Bounding box coordinate data
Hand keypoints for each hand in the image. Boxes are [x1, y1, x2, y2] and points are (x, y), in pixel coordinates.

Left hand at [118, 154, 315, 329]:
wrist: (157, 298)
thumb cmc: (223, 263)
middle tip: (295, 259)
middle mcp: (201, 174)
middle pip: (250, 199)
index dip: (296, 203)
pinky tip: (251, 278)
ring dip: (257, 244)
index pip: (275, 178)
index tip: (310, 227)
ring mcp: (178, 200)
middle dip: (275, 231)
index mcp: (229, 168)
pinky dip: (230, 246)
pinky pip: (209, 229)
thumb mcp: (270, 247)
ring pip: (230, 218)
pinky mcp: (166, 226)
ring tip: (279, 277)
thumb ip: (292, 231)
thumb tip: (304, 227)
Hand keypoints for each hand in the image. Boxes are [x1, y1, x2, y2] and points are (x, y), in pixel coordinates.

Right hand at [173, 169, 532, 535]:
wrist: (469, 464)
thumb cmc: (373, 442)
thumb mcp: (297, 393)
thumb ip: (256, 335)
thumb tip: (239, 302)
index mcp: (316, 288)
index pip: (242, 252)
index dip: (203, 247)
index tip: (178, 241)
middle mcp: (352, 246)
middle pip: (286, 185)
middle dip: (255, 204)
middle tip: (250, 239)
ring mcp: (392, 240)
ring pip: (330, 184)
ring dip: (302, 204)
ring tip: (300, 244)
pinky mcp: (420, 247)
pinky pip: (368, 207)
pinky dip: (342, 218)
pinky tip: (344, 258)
---
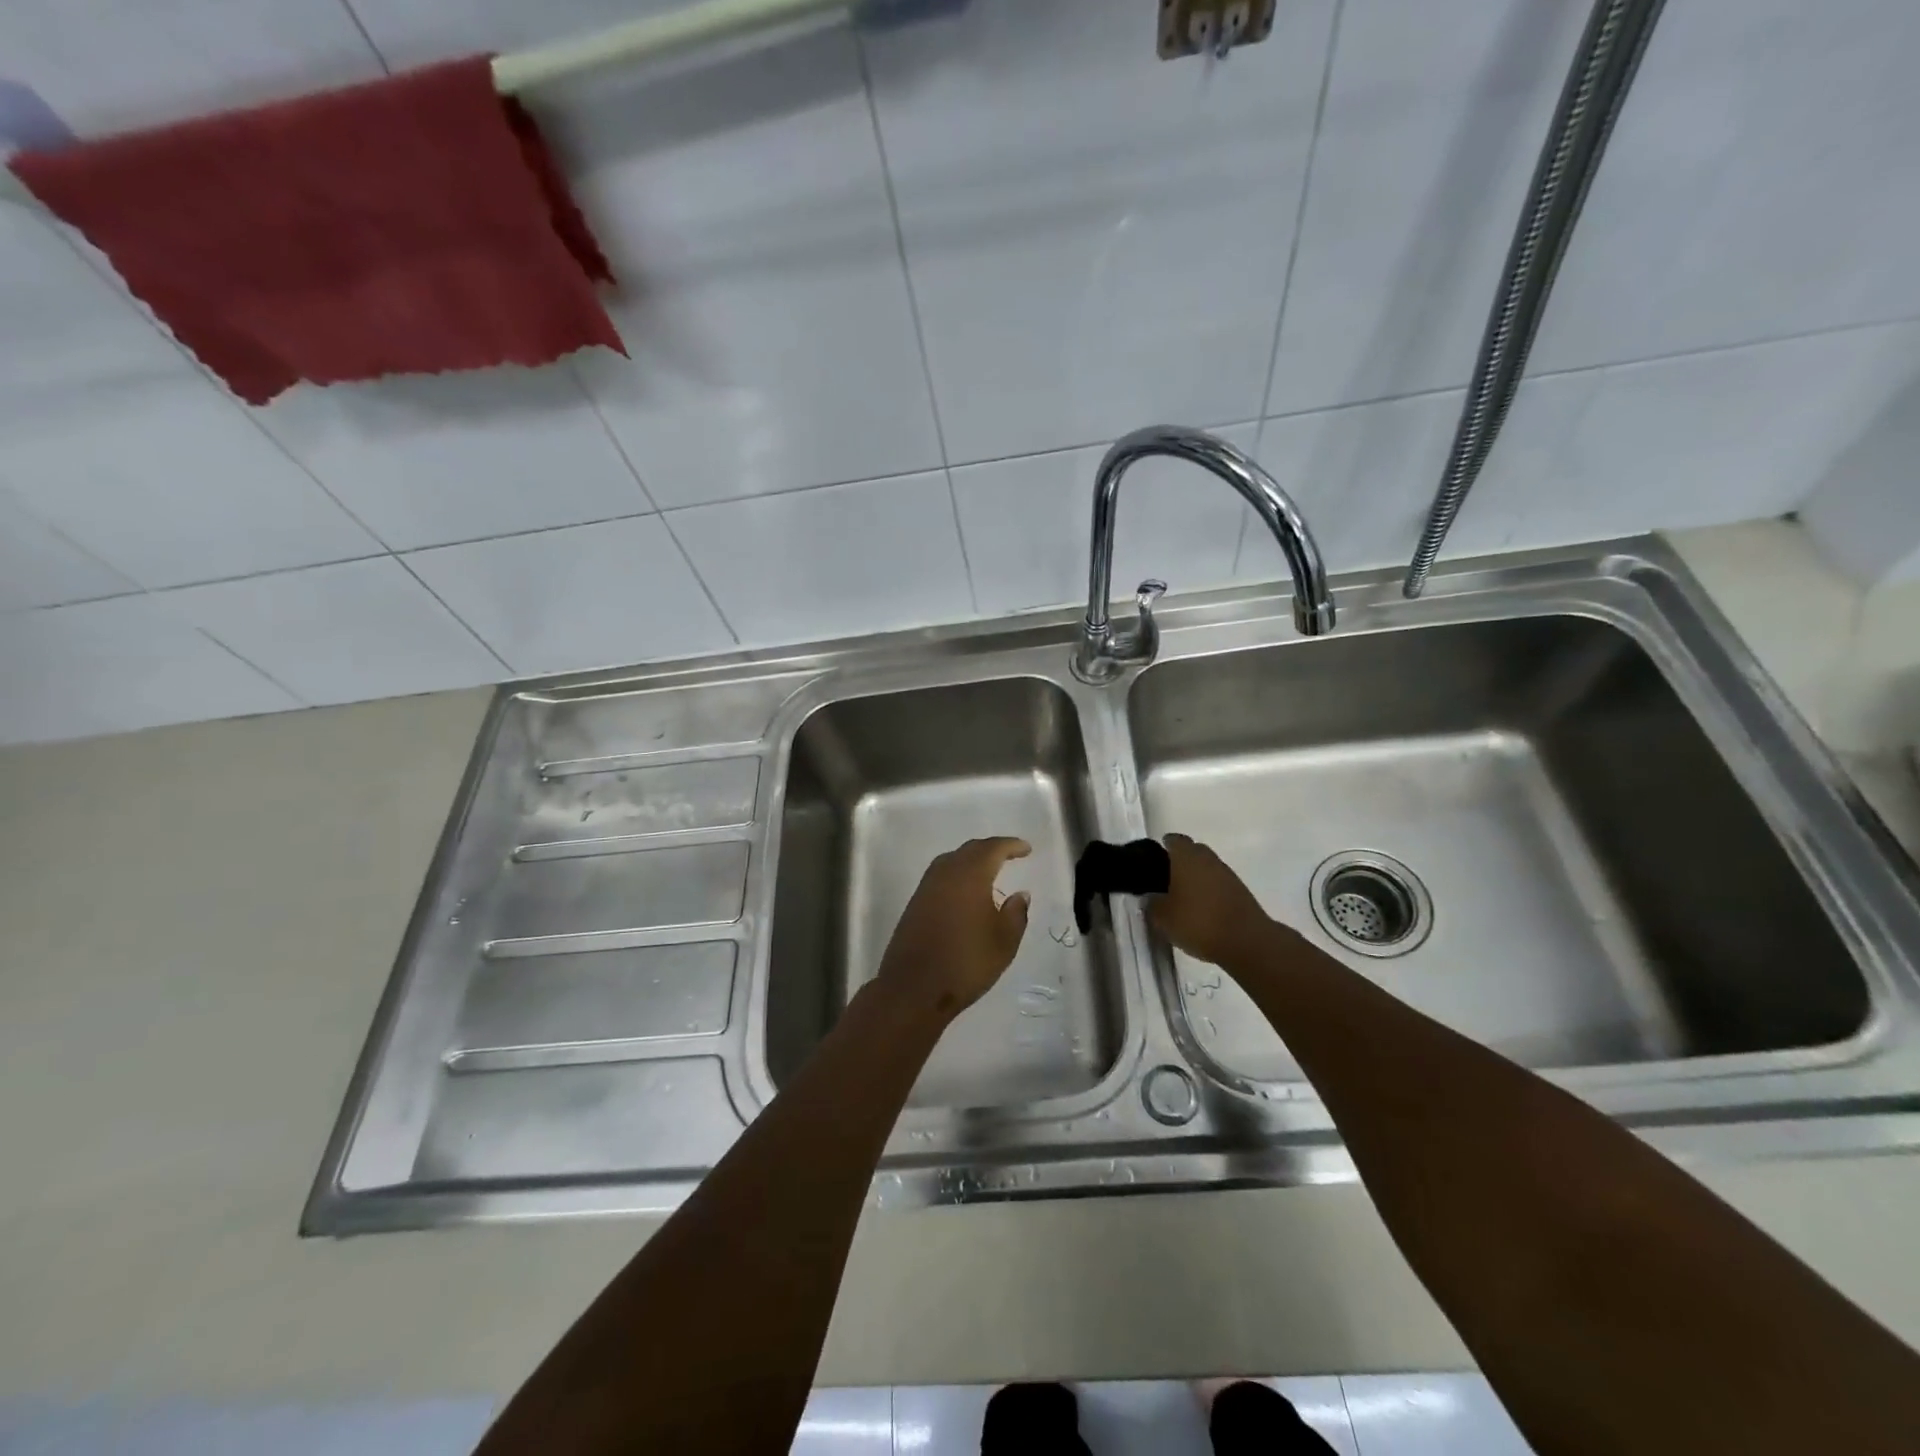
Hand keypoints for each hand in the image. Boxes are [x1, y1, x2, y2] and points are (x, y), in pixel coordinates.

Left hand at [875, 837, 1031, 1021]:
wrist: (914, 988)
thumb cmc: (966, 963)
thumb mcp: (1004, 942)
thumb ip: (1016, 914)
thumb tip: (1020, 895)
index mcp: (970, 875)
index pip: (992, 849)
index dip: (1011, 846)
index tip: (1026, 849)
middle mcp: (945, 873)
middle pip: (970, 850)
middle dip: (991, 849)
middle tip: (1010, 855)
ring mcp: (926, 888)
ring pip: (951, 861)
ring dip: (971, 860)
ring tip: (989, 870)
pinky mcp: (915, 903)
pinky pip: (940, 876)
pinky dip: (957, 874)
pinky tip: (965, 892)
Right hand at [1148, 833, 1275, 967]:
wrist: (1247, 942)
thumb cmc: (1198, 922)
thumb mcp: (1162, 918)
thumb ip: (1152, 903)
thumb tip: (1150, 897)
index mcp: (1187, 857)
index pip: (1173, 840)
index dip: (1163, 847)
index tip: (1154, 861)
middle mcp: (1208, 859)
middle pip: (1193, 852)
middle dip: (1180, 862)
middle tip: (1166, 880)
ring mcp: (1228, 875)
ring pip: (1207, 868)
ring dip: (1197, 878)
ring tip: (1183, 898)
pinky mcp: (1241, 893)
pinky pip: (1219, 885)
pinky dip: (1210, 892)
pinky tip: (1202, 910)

• [What you should do]
Set down, exactly as they stand above, the lines starting with the line with "pinky pip: (209, 229)" and going on through the line with "pinky tip: (344, 258)", and no others.

• [Completed task]
pinky pip: (209, 229)
thumb mcp: (270, 247)
ring pip: (230, 218)
pinky mcp: (166, 226)
ring tip: (279, 277)
thumb ip: (292, 231)
thumb tip: (304, 227)
Hand keypoints for each hand in the image. Boxes are [x1, y1, x2, y2] and points are (x, y), in pixel coordinates.

Right hand at [173, 169, 532, 535]:
wrist: (469, 464)
thumb cmc: (373, 442)
thumb mcp: (297, 393)
thumb ip: (256, 335)
thumb tip: (239, 302)
index mcp: (316, 288)
index pip: (242, 252)
index dip: (203, 247)
index tip: (178, 241)
middle mcp: (352, 246)
middle pip: (286, 185)
middle dip: (255, 204)
middle tip: (250, 239)
ring mcp: (392, 240)
ring pip: (330, 184)
ring dip: (302, 204)
ring tip: (300, 244)
pinky mcp: (420, 247)
pinky pip: (368, 207)
pinky dip: (342, 218)
pinky tip: (344, 258)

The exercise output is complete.